(Images with pose keypoints)

++++++

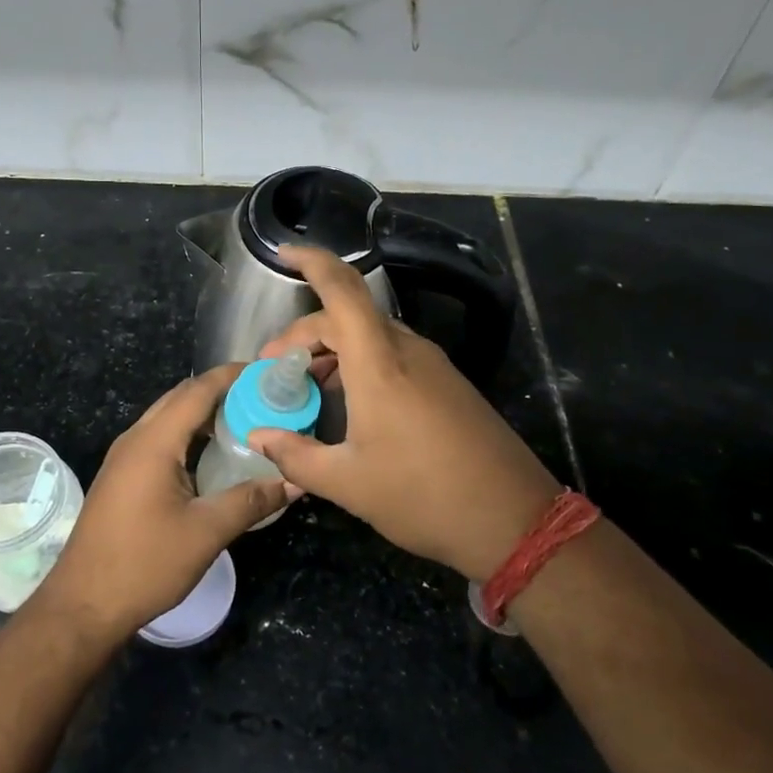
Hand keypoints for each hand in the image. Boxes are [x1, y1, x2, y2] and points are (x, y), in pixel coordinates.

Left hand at [33, 363, 298, 640]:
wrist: (83, 605)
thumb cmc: (145, 564)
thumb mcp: (206, 532)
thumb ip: (251, 501)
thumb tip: (294, 481)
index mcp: (154, 442)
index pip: (197, 390)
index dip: (231, 376)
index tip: (266, 371)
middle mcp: (135, 439)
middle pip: (180, 398)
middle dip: (220, 390)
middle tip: (262, 397)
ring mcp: (124, 458)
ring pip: (168, 418)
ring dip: (203, 413)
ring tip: (245, 420)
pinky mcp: (121, 477)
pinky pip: (159, 439)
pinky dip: (188, 434)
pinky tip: (211, 455)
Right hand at [247, 245, 559, 581]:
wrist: (515, 520)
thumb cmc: (423, 496)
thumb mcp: (348, 483)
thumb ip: (295, 455)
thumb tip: (258, 436)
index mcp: (379, 363)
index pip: (342, 290)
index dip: (311, 261)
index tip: (282, 252)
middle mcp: (406, 351)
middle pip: (348, 315)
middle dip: (305, 332)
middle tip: (275, 367)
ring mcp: (432, 365)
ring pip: (372, 335)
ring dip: (333, 349)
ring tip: (307, 385)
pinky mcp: (448, 384)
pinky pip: (393, 355)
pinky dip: (361, 364)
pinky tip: (349, 403)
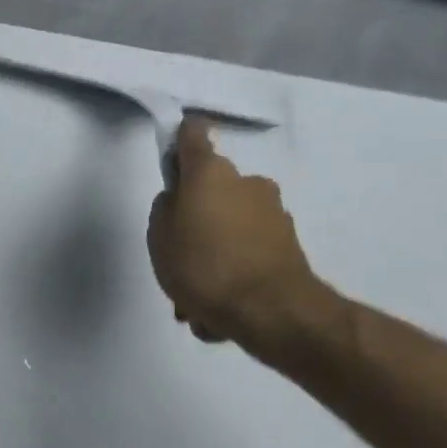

++++++

Work item -
Set the records down again exactly, and omit any picture in them.

Answer space -
Hand keypoints for each hand in the image. Boxes are [x1, y1, x2, y2] and points are (x, y), in pixel coordinates.

Left hand at [33, 363, 298, 640]:
wrist: (83, 605)
thumb cmc: (145, 564)
thumb mcp: (206, 532)
thumb ip: (251, 501)
thumb tip: (294, 481)
index mcp: (154, 442)
index pip: (197, 390)
index dip: (231, 376)
index tip: (266, 371)
middle mcp: (135, 439)
middle pip: (180, 398)
middle dip: (220, 390)
middle tip: (262, 397)
ring mcp: (124, 458)
ring pip: (168, 418)
ring dip: (203, 413)
ring tip: (245, 420)
pinky mcp: (121, 477)
pinky pip: (159, 439)
pinky dip: (188, 434)
pinky tip: (211, 455)
Right hand at [247, 245, 559, 581]:
wrist: (515, 520)
thumb cmc: (423, 496)
thumb mcp: (348, 483)
thumb ip: (295, 455)
thumb tip: (258, 436)
index mcp: (379, 363)
index pip: (342, 290)
index dip: (311, 261)
index tip: (282, 252)
middle mcp: (406, 351)
middle pip: (348, 315)
middle dip: (305, 332)
middle tip: (275, 367)
ring mcp: (432, 365)
ring pip: (372, 335)
ring dip: (333, 349)
ring tip: (307, 385)
pinky mcp: (448, 384)
pinky pip: (393, 355)
pinky dip: (361, 364)
pinky tip: (349, 403)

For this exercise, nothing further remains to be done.